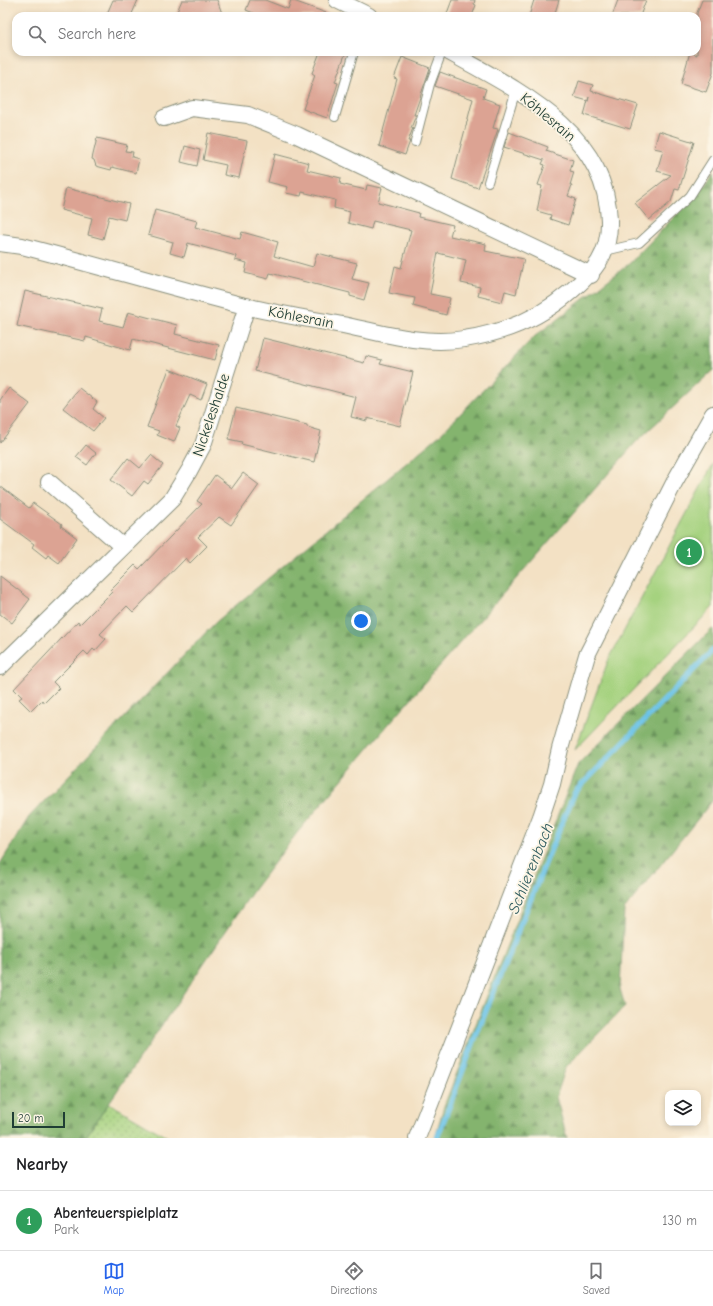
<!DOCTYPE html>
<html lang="en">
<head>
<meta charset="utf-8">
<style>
  :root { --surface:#fff; --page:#f2f2f2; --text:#202124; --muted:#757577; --line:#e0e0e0; --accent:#2563eb }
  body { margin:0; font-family:"Comic Neue",sans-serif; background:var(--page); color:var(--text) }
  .controls { position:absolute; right:12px; bottom:12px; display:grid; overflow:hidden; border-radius:8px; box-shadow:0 2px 6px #0003 }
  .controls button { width:36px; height:36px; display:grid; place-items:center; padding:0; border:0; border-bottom:1px solid var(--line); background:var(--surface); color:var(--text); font:20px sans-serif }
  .scale { position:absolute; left:12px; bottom:10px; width:53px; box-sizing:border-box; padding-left:4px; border:2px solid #1f3d34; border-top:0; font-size:11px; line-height:14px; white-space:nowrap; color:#1f3d34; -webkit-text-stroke:3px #fcf5e5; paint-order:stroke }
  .you { position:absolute; left:361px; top:621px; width:14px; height:14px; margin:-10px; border:3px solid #fff; border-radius:50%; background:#1a73e8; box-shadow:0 0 0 6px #1a73e833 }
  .badge { display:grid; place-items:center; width:26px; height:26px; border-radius:50%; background:var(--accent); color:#fff; font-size:13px; font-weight:700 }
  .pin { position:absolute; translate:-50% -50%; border:2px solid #fff; box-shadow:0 1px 4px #0006 }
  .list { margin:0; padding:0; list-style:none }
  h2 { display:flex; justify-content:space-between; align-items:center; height:52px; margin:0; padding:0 16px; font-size:17px }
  h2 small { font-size:13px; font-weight:400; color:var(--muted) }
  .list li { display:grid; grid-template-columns:26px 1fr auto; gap:12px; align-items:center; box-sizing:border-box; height:60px; padding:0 16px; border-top:1px solid var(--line) }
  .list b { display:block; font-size:15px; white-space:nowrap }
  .list p { margin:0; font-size:13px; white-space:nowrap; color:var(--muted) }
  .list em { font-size:13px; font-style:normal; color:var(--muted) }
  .icon { flex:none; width:22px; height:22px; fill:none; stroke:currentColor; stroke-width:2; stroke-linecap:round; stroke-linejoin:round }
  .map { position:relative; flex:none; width:713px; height:1138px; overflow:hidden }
  .search { position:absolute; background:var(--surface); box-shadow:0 2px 6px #0003; left:12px; right:12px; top:12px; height:44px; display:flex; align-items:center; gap:10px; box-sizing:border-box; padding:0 14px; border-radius:12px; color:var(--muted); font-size:15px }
  .sheet { height:112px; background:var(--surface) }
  nav { display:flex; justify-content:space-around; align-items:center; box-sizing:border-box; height:56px; border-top:1px solid var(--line); background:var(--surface); font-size:11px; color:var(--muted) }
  nav a { display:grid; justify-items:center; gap:2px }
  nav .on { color:var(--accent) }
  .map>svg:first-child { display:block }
</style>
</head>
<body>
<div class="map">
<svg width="713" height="1138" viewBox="0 0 713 1138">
  <defs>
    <pattern id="grass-dots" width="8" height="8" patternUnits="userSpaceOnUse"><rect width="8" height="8" fill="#a5d27f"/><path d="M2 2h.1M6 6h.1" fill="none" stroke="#86ac69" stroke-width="1.8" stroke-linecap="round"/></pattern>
    <pattern id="forest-firs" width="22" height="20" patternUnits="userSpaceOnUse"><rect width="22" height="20" fill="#84b46e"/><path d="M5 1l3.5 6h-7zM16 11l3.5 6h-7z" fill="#6b945b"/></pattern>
  </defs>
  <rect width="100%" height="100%" fill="#fcf5e5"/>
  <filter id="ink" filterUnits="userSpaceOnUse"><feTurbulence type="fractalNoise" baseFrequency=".025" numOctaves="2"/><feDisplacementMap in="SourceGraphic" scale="8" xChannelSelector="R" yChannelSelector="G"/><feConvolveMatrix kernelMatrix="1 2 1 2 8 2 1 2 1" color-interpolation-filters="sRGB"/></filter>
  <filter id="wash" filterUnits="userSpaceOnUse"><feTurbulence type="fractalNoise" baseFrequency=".012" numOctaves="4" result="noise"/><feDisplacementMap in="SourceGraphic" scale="16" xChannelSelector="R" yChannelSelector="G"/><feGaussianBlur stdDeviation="0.9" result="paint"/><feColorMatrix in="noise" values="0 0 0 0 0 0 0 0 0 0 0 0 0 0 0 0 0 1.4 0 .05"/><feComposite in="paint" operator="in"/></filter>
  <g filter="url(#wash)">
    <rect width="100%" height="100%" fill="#f3e1c4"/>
    <path fill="url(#grass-dots)" stroke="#62885a" d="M 109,1103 L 169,1138 L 85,1138 Z"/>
    <path fill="url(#forest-firs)" stroke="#527851" d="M 713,171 L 713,370 L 636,442 L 387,726 L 297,833 L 255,888 L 85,1138 L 0,1138 L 0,864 L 29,817 L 216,622 L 441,434 L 534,337 L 629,264 L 700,190 Z
      M 713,628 L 713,800 L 624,910 L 620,989 L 625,1006 L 566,1067 L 556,1097 L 567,1138 L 435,1138 L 444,1106 L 578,764 Z"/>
    <path fill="#a5d27f" stroke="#62885a" d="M 713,464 L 713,607 L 575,750 L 608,661 Z"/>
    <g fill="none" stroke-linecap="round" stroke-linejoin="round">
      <path stroke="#6bc3e8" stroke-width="5.5" d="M 437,1138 L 479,1028 L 548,856 L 575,792 L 713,650"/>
    </g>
    <g id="blocks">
      <path fill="#dca393" d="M 113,0 L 138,0 L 131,16 L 106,16 Z
        M 182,0 L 217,0 L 223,16 L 175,16 Z
        M 250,0 L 265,0 L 288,9 L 291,0 L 329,14 L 328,16 L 261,16 L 246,10 Z
        M 452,0 L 475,0 L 474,4 L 476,5 L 472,16 L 446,16 Z
        M 534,0 L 559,0 L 554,16 L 529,16 Z
        M 618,0 L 646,0 L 640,16 L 612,16 Z
        M 702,0 L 713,0 L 713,73 L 706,92 L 681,84 L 690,52 L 697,55 L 697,13 Z
        M 320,52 L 346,52 L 335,82 L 338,83 L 327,118 L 303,109 L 315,75 L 312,73 Z
        M 402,57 L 430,68 L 414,115 L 416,115 L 411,128 L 413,128 L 408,141 L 410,141 L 405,155 L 379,146 L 397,79 L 394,78 Z
        M 440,72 L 486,89 L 483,98 L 500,104 L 493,128 L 498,129 L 478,188 L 452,179 L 473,99 L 435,86 Z
        M 579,81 L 593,85 L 591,91 L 638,105 L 630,129 L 584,115 L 589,97 L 588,101 L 574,97 Z
        M 659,131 L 694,142 L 679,190 L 675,189 L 671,202 L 649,220 L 635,203 L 671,175 L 657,171 L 663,150 L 654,148 Z
        M 509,132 L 548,147 L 546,151 L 573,160 L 570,171 L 574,172 L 570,185 L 572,185 L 568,196 L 576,199 L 568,225 L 550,219 L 551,215 L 537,211 L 542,186 L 538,185 L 545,165 L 542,164 L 544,160 L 504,147 Z
        M 208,133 L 247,141 L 239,178 L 224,175 L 226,165 L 203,160 Z
        M 97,138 L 127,145 L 125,151 L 133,152 L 132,157 L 139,159 L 136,173 L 112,167 L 111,170 L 96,166 L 94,160 L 92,159 Z
        M 185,146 L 200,150 L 197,166 L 181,162 Z
        M 275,154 L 309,163 L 307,170 L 341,178 L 340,184 L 366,190 L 367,185 L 382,188 L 378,202 L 419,213 L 418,217 L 453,225 L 450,236 L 486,244 L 485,251 L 524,259 L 516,294 L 505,291 L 502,302 L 478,296 L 480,287 L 461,283 L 466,260 L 438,253 L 430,294 L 450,298 L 446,315 L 413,306 L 415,298 L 389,293 L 395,266 L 401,268 L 411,230 L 373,221 L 371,229 L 348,223 L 350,212 L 334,208 L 335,200 L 302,192 L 301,196 L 286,193 L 288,187 L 268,182 Z
        M 66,188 L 129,204 L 125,220 L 109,216 L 103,239 L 88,235 L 92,218 L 61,210 Z
        M 155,210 L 197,221 L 195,227 L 240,239 L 242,232 L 278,242 L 274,256 L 313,267 L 317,253 L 357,263 L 352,279 L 369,283 L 364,300 L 350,296 L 350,293 L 270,273 L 268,279 L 245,273 L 247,263 L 235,260 L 236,256 L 188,243 L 184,257 L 170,253 L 173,242 L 148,235 Z
        M 25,291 L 102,309 L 99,321 L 123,327 L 128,312 L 177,325 L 175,334 L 219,345 L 215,360 L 133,339 L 130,350 L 86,337 L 85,341 L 17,326 Z
        M 263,338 L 364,363 L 366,356 L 382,360 L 380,364 L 413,372 L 400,426 L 367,418 L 367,421 L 351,417 L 356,397 L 255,371 Z
        M 169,369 L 207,384 L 201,400 L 190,395 L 176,426 L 180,428 L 174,442 L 157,435 L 159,431 L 147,427 Z
        M 9,388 L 30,404 L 0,443 L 0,400 Z
        M 79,388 L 97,402 L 93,409 L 104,418 L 93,431 L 63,408 Z
        M 236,408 L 307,425 L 307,427 L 321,431 L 314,462 L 241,444 L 242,442 L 228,439 Z
        M 86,445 L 96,453 L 87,465 L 76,457 Z
        M 151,455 L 163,465 L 148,484 L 144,481 L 132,496 L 111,480 L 128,458 L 140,468 Z
        M 243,473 L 259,485 L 231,525 L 219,517 L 198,537 L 207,546 L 190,563 L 186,558 L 133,612 L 127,606 L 100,634 L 106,639 L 95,651 L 93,649 L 88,655 L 84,651 L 53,682 L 59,688 L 44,703 L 42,700 L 31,711 L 19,699 L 22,697 L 14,689 L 78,621 L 80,624 L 112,592 L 110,590 L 135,565 L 139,569 L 202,504 L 197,501 L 215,475 L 232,488 Z
        M 0,486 L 29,508 L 33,503 L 62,524 L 61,526 L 77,538 L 59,563 L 48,555 L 46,558 L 32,547 L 34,544 L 0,519 Z
        M 0,576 L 30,599 L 12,623 L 0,614 Z"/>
    </g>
  </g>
  <g filter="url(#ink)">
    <use href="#blocks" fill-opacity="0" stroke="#898f7c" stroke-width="1"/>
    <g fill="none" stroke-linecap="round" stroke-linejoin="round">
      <g stroke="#898f7c" stroke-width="10">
        <path id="lane" d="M 335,117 L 354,52
          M 415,142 L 430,84 L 442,52
          M 488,182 L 516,90
          M 605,251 L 639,243 L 690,196 L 713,160"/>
      </g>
      <g stroke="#898f7c" stroke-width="18">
        <path id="street" d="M 337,0 L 369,16
          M 164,118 L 192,108 L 248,115 L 297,135 L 591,275
          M 0,243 L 22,246 C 96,265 170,287 245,306 C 277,314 310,319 343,325 C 381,333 424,346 464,339 C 504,333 539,319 570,292 C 594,272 610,255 609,220 C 606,131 517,90 449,52
          M 49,482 L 123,547
          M 0,667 L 172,499 L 189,471 L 203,445 L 247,306
          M 417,1138 L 541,817 L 552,784 L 560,749 L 587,655 L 675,481 L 713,414"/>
      </g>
      <use href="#lane" stroke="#fff" stroke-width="8"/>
      <use href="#street" stroke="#fff" stroke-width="16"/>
    </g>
  </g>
  <g text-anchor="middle" stroke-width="3.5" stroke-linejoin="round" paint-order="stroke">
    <g font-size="15" fill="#1f3d34" stroke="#fcf5e5">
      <text transform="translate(548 117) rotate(40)" y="5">Köhlesrain</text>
      <text transform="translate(301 317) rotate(11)" y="5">Köhlesrain</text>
      <text transform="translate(211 415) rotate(-71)" y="5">Nickeleshalde</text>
    </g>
    <g font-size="16" font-style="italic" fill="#325e61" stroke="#fcf5e5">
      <text transform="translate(530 868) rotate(-68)" y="6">Schlierenbach</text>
    </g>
  </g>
</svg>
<div class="controls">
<button><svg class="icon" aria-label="layers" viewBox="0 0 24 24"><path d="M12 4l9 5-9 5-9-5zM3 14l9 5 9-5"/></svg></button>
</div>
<div class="scale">20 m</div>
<div class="you"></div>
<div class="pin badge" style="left:689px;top:552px;background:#2e9e5b">1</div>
<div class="search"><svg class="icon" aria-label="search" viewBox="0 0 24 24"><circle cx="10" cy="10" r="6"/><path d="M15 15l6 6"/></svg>Search here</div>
</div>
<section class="sheet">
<h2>Nearby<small></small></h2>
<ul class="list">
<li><span class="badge" style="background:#2e9e5b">1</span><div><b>Abenteuerspielplatz</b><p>Park</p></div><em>130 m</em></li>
</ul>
</section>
<nav>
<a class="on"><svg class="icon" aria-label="map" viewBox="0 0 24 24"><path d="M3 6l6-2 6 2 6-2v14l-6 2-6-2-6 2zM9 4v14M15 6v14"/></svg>Map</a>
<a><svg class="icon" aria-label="directions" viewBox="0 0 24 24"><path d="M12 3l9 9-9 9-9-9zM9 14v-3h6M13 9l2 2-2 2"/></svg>Directions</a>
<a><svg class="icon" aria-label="saved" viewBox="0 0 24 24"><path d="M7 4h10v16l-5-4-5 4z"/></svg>Saved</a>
</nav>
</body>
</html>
- - - - - - -
**ACTIVITY:**
Please go through the data above and copy each line that has the word "button".

**FINAL ANSWER:**
  .controls button { width:36px; height:36px; display:grid; place-items:center; padding:0; border:0; border-bottom:1px solid var(--line); background:var(--surface); color:var(--text); font:20px sans-serif }
<button><svg class="icon" aria-label="layers" viewBox="0 0 24 24"><path d="M12 4l9 5-9 5-9-5zM3 14l9 5 9-5"/></svg></button>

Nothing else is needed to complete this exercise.